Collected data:
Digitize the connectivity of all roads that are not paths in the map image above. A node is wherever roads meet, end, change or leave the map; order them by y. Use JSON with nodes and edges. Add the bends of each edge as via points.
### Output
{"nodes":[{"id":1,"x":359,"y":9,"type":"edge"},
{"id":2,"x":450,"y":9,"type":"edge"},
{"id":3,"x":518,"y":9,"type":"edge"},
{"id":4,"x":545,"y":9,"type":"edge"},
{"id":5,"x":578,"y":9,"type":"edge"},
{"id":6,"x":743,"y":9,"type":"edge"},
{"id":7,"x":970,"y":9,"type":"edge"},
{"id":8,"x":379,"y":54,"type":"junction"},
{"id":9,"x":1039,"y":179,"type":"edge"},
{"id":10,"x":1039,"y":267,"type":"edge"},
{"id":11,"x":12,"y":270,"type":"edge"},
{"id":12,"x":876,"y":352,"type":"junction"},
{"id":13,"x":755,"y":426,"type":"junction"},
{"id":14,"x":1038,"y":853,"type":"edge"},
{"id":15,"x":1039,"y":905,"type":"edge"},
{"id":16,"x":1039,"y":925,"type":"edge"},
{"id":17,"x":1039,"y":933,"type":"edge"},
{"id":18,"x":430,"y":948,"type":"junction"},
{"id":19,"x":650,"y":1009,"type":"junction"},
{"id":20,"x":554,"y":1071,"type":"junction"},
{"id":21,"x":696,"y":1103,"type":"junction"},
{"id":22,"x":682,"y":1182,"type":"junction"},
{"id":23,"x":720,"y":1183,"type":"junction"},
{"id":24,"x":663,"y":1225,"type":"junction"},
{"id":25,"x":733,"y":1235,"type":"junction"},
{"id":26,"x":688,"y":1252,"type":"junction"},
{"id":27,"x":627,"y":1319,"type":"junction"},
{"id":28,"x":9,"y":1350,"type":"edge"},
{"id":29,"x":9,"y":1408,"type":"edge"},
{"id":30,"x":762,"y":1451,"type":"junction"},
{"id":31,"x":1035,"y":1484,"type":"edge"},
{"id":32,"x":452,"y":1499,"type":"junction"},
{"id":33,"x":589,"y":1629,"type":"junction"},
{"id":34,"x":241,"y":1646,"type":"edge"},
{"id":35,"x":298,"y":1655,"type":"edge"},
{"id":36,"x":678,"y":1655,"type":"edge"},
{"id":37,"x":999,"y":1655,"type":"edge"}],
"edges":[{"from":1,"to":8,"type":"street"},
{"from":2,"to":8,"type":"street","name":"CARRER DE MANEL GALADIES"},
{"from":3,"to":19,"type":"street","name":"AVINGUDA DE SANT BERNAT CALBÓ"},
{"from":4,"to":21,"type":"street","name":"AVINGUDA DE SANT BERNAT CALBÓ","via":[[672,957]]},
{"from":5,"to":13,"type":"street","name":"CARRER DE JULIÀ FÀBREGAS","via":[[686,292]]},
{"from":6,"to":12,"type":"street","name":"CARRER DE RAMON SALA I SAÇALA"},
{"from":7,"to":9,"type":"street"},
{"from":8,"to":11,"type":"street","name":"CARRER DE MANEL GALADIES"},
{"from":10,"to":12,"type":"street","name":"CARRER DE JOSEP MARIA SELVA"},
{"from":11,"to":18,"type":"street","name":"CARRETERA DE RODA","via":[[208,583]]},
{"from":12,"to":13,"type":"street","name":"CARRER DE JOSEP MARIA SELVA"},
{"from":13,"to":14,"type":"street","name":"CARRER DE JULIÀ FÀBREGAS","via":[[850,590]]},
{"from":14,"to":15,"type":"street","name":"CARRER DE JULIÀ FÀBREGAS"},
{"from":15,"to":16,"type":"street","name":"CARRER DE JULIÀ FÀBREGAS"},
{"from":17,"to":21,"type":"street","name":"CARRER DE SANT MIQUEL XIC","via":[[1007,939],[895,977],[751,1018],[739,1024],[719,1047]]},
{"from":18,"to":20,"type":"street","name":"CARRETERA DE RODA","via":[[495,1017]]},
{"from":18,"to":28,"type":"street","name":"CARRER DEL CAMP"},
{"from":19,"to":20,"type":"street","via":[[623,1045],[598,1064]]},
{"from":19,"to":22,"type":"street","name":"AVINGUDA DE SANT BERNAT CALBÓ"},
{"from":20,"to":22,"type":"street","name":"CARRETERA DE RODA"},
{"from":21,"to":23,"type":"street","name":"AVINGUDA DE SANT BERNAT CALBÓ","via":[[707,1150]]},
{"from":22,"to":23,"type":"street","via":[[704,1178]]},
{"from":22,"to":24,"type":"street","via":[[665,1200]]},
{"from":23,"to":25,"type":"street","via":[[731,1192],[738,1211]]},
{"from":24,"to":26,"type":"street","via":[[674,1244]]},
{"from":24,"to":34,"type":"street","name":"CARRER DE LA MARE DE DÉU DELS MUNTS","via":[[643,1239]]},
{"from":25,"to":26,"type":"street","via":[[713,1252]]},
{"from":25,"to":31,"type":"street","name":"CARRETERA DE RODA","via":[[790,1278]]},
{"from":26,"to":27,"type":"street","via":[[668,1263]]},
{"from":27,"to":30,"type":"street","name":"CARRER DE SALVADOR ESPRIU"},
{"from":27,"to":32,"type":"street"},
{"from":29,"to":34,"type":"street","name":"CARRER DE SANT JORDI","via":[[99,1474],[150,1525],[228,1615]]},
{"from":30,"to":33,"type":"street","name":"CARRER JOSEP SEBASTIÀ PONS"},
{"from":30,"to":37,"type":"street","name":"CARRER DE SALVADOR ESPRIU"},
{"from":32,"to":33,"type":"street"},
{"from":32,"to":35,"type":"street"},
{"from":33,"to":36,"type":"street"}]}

• _What to work on_
Each record above is to be reproduced verbatim.

• _Solved problem_
Digitize the connectivity of all roads that are not paths in the map image above. A node is wherever roads meet, end, change or leave the map; order them by y. Use JSON with nodes and edges. Add the bends of each edge as via points.
### Output
{"nodes":[{"id":1,"x":359,"y":9,"type":"edge"},
{"id":2,"x":450,"y":9,"type":"edge"},
{"id":3,"x":518,"y":9,"type":"edge"},
{"id":4,"x":545,"y":9,"type":"edge"},
{"id":5,"x":578,"y":9,"type":"edge"},
{"id":6,"x":743,"y":9,"type":"edge"},
{"id":7,"x":970,"y":9,"type":"edge"},
{"id":8,"x":379,"y":54,"type":"junction"},
{"id":9,"x":1039,"y":179,"type":"edge"},
{"id":10,"x":1039,"y":267,"type":"edge"},
{"id":11,"x":12,"y":270,"type":"edge"},
{"id":12,"x":876,"y":352,"type":"junction"},
{"id":13,"x":755,"y":426,"type":"junction"},
{"id":14,"x":1038,"y":853,"type":"edge"},
{"id":15,"x":1039,"y":905,"type":"edge"},
{"id":16,"x":1039,"y":925,"type":"edge"},
{"id":17,"x":1039,"y":933,"type":"edge"},
{"id":18,"x":430,"y":948,"type":"junction"},
{"id":19,"x":650,"y":1009,"type":"junction"},
{"id":20,"x":554,"y":1071,"type":"junction"},
{"id":21,"x":696,"y":1103,"type":"junction"},
{"id":22,"x":682,"y":1182,"type":"junction"},
{"id":23,"x":720,"y":1183,"type":"junction"},
{"id":24,"x":663,"y":1225,"type":"junction"},
{"id":25,"x":733,"y":1235,"type":"junction"},
{"id":26,"x":688,"y":1252,"type":"junction"},
{"id":27,"x":627,"y":1319,"type":"junction"},
{"id":28,"x":9,"y":1350,"type":"edge"},
{"id":29,"x":9,"y":1408,"type":"edge"},
{"id":30,"x":762,"y":1451,"type":"junction"},
{"id":31,"x":1035,"y":1484,"type":"edge"},
{"id":32,"x":452,"y":1499,"type":"junction"},
{"id":33,"x":589,"y":1629,"type":"junction"},
{"id":34,"x":241,"y":1646,"type":"edge"},
{"id":35,"x":298,"y":1655,"type":"edge"},
{"id":36,"x":678,"y":1655,"type":"edge"},
{"id":37,"x":999,"y":1655,"type":"edge"}],
"edges":[{"from":1,"to":8,"type":"street"},
{"from":2,"to":8,"type":"street","name":"CARRER DE MANEL GALADIES"},
{"from":3,"to":19,"type":"street","name":"AVINGUDA DE SANT BERNAT CALBÓ"},
{"from":4,"to":21,"type":"street","name":"AVINGUDA DE SANT BERNAT CALBÓ","via":[[672,957]]},
{"from":5,"to":13,"type":"street","name":"CARRER DE JULIÀ FÀBREGAS","via":[[686,292]]},
{"from":6,"to":12,"type":"street","name":"CARRER DE RAMON SALA I SAÇALA"},
{"from":7,"to":9,"type":"street"},
{"from":8,"to":11,"type":"street","name":"CARRER DE MANEL GALADIES"},
{"from":10,"to":12,"type":"street","name":"CARRER DE JOSEP MARIA SELVA"},
{"from":11,"to":18,"type":"street","name":"CARRETERA DE RODA","via":[[208,583]]},
{"from":12,"to":13,"type":"street","name":"CARRER DE JOSEP MARIA SELVA"},
{"from":13,"to":14,"type":"street","name":"CARRER DE JULIÀ FÀBREGAS","via":[[850,590]]},
{"from":14,"to":15,"type":"street","name":"CARRER DE JULIÀ FÀBREGAS"},
{"from":15,"to":16,"type":"street","name":"CARRER DE JULIÀ FÀBREGAS"},
{"from":17,"to":21,"type":"street","name":"CARRER DE SANT MIQUEL XIC","via":[[1007,939],[895,977],[751,1018],[739,1024],[719,1047]]},
{"from":18,"to":20,"type":"street","name":"CARRETERA DE RODA","via":[[495,1017]]},
{"from":18,"to":28,"type":"street","name":"CARRER DEL CAMP"},
{"from":19,"to":20,"type":"street","via":[[623,1045],[598,1064]]},
{"from":19,"to":22,"type":"street","name":"AVINGUDA DE SANT BERNAT CALBÓ"},
{"from":20,"to":22,"type":"street","name":"CARRETERA DE RODA"},
{"from":21,"to":23,"type":"street","name":"AVINGUDA DE SANT BERNAT CALBÓ","via":[[707,1150]]},
{"from":22,"to":23,"type":"street","via":[[704,1178]]},
{"from":22,"to":24,"type":"street","via":[[665,1200]]},
{"from":23,"to":25,"type":"street","via":[[731,1192],[738,1211]]},
{"from":24,"to":26,"type":"street","via":[[674,1244]]},
{"from":24,"to":34,"type":"street","name":"CARRER DE LA MARE DE DÉU DELS MUNTS","via":[[643,1239]]},
{"from":25,"to":26,"type":"street","via":[[713,1252]]},
{"from":25,"to":31,"type":"street","name":"CARRETERA DE RODA","via":[[790,1278]]},
{"from":26,"to":27,"type":"street","via":[[668,1263]]},
{"from":27,"to":30,"type":"street","name":"CARRER DE SALVADOR ESPRIU"},
{"from":27,"to":32,"type":"street"},
{"from":29,"to":34,"type":"street","name":"CARRER DE SANT JORDI","via":[[99,1474],[150,1525],[228,1615]]},
{"from":30,"to":33,"type":"street","name":"CARRER JOSEP SEBASTIÀ PONS"},
{"from":30,"to":37,"type":"street","name":"CARRER DE SALVADOR ESPRIU"},
{"from":32,"to":33,"type":"street"},
{"from":32,"to":35,"type":"street"},
{"from":33,"to":36,"type":"street"}]}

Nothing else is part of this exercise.